Data extracted from a collection:

'''

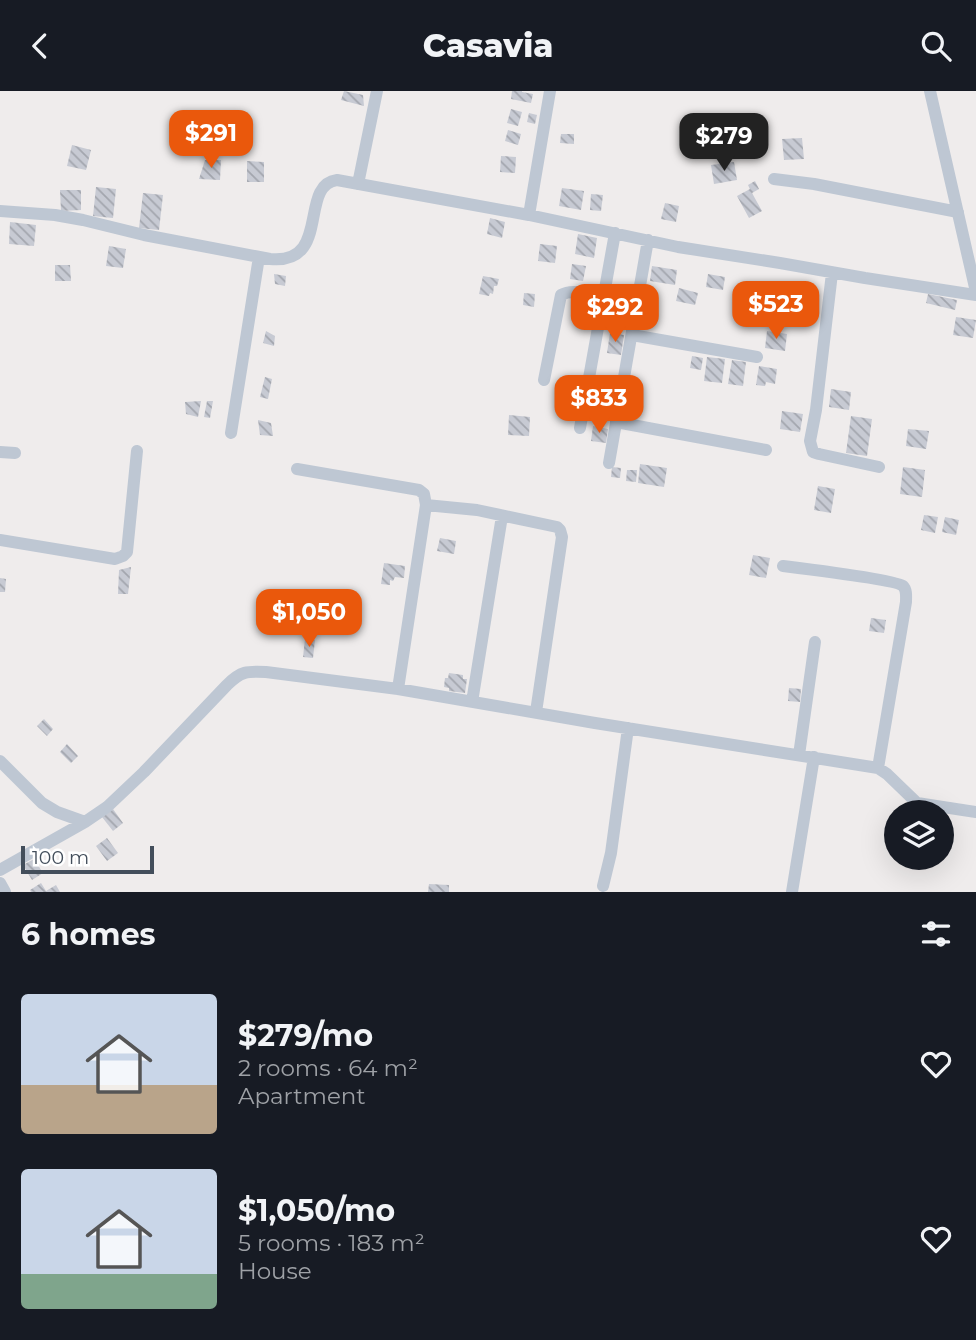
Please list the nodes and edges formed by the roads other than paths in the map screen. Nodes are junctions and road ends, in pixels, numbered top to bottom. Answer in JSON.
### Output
{"nodes":[{"id":1,"x":377,"y":91,"type":"edge"},
{"id":2,"x":550,"y":91,"type":"edge"},
{"id":3,"x":930,"y":91,"type":"edge"},
{"id":4,"x":774,"y":179,"type":"dead end"},
{"id":5,"x":358,"y":184,"type":"junction"},
{"id":6,"x":0,"y":211,"type":"edge"},
{"id":7,"x":958,"y":212,"type":"junction"},
{"id":8,"x":529,"y":215,"type":"junction"},
{"id":9,"x":615,"y":233,"type":"junction"},
{"id":10,"x":648,"y":240,"type":"junction"},
{"id":11,"x":259,"y":257,"type":"junction"},
{"id":12,"x":832,"y":273,"type":"junction"},
{"id":13,"x":976,"y":293,"type":"edge"},
{"id":14,"x":603,"y":297,"type":"junction"},
{"id":15,"x":632,"y":335,"type":"junction"},
{"id":16,"x":757,"y":356,"type":"dead end"},
{"id":17,"x":544,"y":380,"type":"dead end"},
{"id":18,"x":616,"y":422,"type":"junction"},
{"id":19,"x":580,"y":428,"type":"dead end"},
{"id":20,"x":231,"y":433,"type":"dead end"},
{"id":21,"x":765,"y":450,"type":"dead end"},
{"id":22,"x":137,"y":451,"type":"dead end"},
{"id":23,"x":0,"y":452,"type":"edge"},
{"id":24,"x":15,"y":453,"type":"dead end"},
{"id":25,"x":609,"y":463,"type":"dead end"},
{"id":26,"x":880,"y":467,"type":"dead end"},
{"id":27,"x":297,"y":469,"type":"dead end"},
{"id":28,"x":426,"y":505,"type":"junction"},
{"id":29,"x":502,"y":516,"type":"junction"},
{"id":30,"x":0,"y":540,"type":"edge"},
{"id":31,"x":783,"y":566,"type":"dead end"},
{"id":32,"x":815,"y":642,"type":"dead end"},
{"id":33,"x":398,"y":689,"type":"junction"},
{"id":34,"x":472,"y":702,"type":"junction"},
{"id":35,"x":536,"y":712,"type":"junction"},
{"id":36,"x":628,"y":728,"type":"junction"},
{"id":37,"x":799,"y":755,"type":"junction"},
{"id":38,"x":814,"y":757,"type":"junction"},
{"id":39,"x":0,"y":761,"type":"edge"},
{"id":40,"x":878,"y":768,"type":"junction"},
{"id":41,"x":976,"y":812,"type":"edge"},
{"id":42,"x":85,"y":822,"type":"junction"},
{"id":43,"x":0,"y":870,"type":"edge"},
{"id":44,"x":0,"y":884,"type":"edge"},
{"id":45,"x":603,"y":887,"type":"dead end"},
{"id":46,"x":5,"y":892,"type":"edge"},
{"id":47,"x":792,"y":892,"type":"edge"}],
"edges":[{"from":1,"to":5,"type":"street"},
{"from":2,"to":8,"type":"street"},
{"from":3,"to":7,"type":"street"},
{"from":4,"to":7,"type":"street"},
{"from":5,"to":8,"type":"street"},
{"from":5,"to":11,"type":"street"},
{"from":6,"to":11,"type":"street"},
{"from":7,"to":13,"type":"street"},
{"from":8,"to":9,"type":"street"},
{"from":9,"to":10,"type":"street"},
{"from":9,"to":14,"type":"street"},
{"from":10,"to":12,"type":"street"},
{"from":10,"to":15,"type":"street"},
{"from":11,"to":20,"type":"street"},
{"from":12,"to":13,"type":"street"},
{"from":12,"to":26,"type":"street"},
{"from":14,"to":17,"type":"street"},
{"from":14,"to":19,"type":"street"},
{"from":15,"to":16,"type":"street"},
{"from":15,"to":18,"type":"street"},
{"from":18,"to":21,"type":"street"},
{"from":18,"to":25,"type":"street"},
{"from":22,"to":30,"type":"street"},
{"from":23,"to":24,"type":"street"},
{"from":27,"to":28,"type":"street"},
{"from":28,"to":29,"type":"street"},
{"from":28,"to":33,"type":"street"},
{"from":29,"to":34,"type":"street"},
{"from":29,"to":35,"type":"street"},
{"from":31,"to":40,"type":"street"},
{"from":32,"to":37,"type":"street"},
{"from":33,"to":34,"type":"street"},
{"from":33,"to":42,"type":"street"},
{"from":34,"to":35,"type":"street"},
{"from":35,"to":36,"type":"street"},
{"from":36,"to":37,"type":"street"},
{"from":36,"to":45,"type":"street"},
{"from":37,"to":38,"type":"street"},
{"from":38,"to":40,"type":"street"},
{"from":38,"to":47,"type":"street"},
{"from":39,"to":42,"type":"street"},
{"from":40,"to":41,"type":"street"},
{"from":42,"to":43,"type":"street"},
{"from":44,"to":46,"type":"street"}]}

'''

PROBLEM STATEMENT: The records above must be repeated exactly, minus their pictures.

EXERCISE ANSWER:
Please list the nodes and edges formed by the roads other than paths in the map screen. Nodes are junctions and road ends, in pixels, numbered top to bottom. Answer in JSON.
### Output
{"nodes":[{"id":1,"x":377,"y":91,"type":"edge"},
{"id":2,"x":550,"y":91,"type":"edge"},
{"id":3,"x":930,"y":91,"type":"edge"},
{"id":4,"x":774,"y":179,"type":"dead end"},
{"id":5,"x":358,"y":184,"type":"junction"},
{"id":6,"x":0,"y":211,"type":"edge"},
{"id":7,"x":958,"y":212,"type":"junction"},
{"id":8,"x":529,"y":215,"type":"junction"},
{"id":9,"x":615,"y":233,"type":"junction"},
{"id":10,"x":648,"y":240,"type":"junction"},
{"id":11,"x":259,"y":257,"type":"junction"},
{"id":12,"x":832,"y":273,"type":"junction"},
{"id":13,"x":976,"y":293,"type":"edge"},
{"id":14,"x":603,"y":297,"type":"junction"},
{"id":15,"x":632,"y":335,"type":"junction"},
{"id":16,"x":757,"y":356,"type":"dead end"},
{"id":17,"x":544,"y":380,"type":"dead end"},
{"id":18,"x":616,"y":422,"type":"junction"},
{"id":19,"x":580,"y":428,"type":"dead end"},
{"id":20,"x":231,"y":433,"type":"dead end"},
{"id":21,"x":765,"y":450,"type":"dead end"},
{"id":22,"x":137,"y":451,"type":"dead end"},
{"id":23,"x":0,"y":452,"type":"edge"},
{"id":24,"x":15,"y":453,"type":"dead end"},
{"id":25,"x":609,"y":463,"type":"dead end"},
{"id":26,"x":880,"y":467,"type":"dead end"},
{"id":27,"x":297,"y":469,"type":"dead end"},
{"id":28,"x":426,"y":505,"type":"junction"},
{"id":29,"x":502,"y":516,"type":"junction"},
{"id":30,"x":0,"y":540,"type":"edge"},
{"id":31,"x":783,"y":566,"type":"dead end"},
{"id":32,"x":815,"y":642,"type":"dead end"},
{"id":33,"x":398,"y":689,"type":"junction"},
{"id":34,"x":472,"y":702,"type":"junction"},
{"id":35,"x":536,"y":712,"type":"junction"},
{"id":36,"x":628,"y":728,"type":"junction"},
{"id":37,"x":799,"y":755,"type":"junction"},
{"id":38,"x":814,"y":757,"type":"junction"},
{"id":39,"x":0,"y":761,"type":"edge"},
{"id":40,"x":878,"y":768,"type":"junction"},
{"id":41,"x":976,"y":812,"type":"edge"},
{"id":42,"x":85,"y":822,"type":"junction"},
{"id":43,"x":0,"y":870,"type":"edge"},
{"id":44,"x":0,"y":884,"type":"edge"},
{"id":45,"x":603,"y":887,"type":"dead end"},
{"id":46,"x":5,"y":892,"type":"edge"},
{"id":47,"x":792,"y":892,"type":"edge"}],
"edges":[{"from":1,"to":5,"type":"street"},
{"from":2,"to":8,"type":"street"},
{"from":3,"to":7,"type":"street"},
{"from":4,"to":7,"type":"street"},
{"from":5,"to":8,"type":"street"},
{"from":5,"to":11,"type":"street"},
{"from":6,"to":11,"type":"street"},
{"from":7,"to":13,"type":"street"},
{"from":8,"to":9,"type":"street"},
{"from":9,"to":10,"type":"street"},
{"from":9,"to":14,"type":"street"},
{"from":10,"to":12,"type":"street"},
{"from":10,"to":15,"type":"street"},
{"from":11,"to":20,"type":"street"},
{"from":12,"to":13,"type":"street"},
{"from":12,"to":26,"type":"street"},
{"from":14,"to":17,"type":"street"},
{"from":14,"to":19,"type":"street"},
{"from":15,"to":16,"type":"street"},
{"from":15,"to":18,"type":"street"},
{"from":18,"to":21,"type":"street"},
{"from":18,"to":25,"type":"street"},
{"from":22,"to":30,"type":"street"},
{"from":23,"to":24,"type":"street"},
{"from":27,"to":28,"type":"street"},
{"from":28,"to":29,"type":"street"},
{"from":28,"to":33,"type":"street"},
{"from":29,"to":34,"type":"street"},
{"from":29,"to":35,"type":"street"},
{"from":31,"to":40,"type":"street"},
{"from":32,"to":37,"type":"street"},
{"from":33,"to":34,"type":"street"},
{"from":33,"to":42,"type":"street"},
{"from":34,"to":35,"type":"street"},
{"from":35,"to":36,"type":"street"},
{"from":36,"to":37,"type":"street"},
{"from":36,"to":45,"type":"street"},
{"from":37,"to":38,"type":"street"},
{"from":38,"to":40,"type":"street"},
{"from":38,"to":47,"type":"street"},
{"from":39,"to":42,"type":"street"},
{"from":40,"to":41,"type":"street"},
{"from":42,"to":43,"type":"street"},
{"from":44,"to":46,"type":"street"}]}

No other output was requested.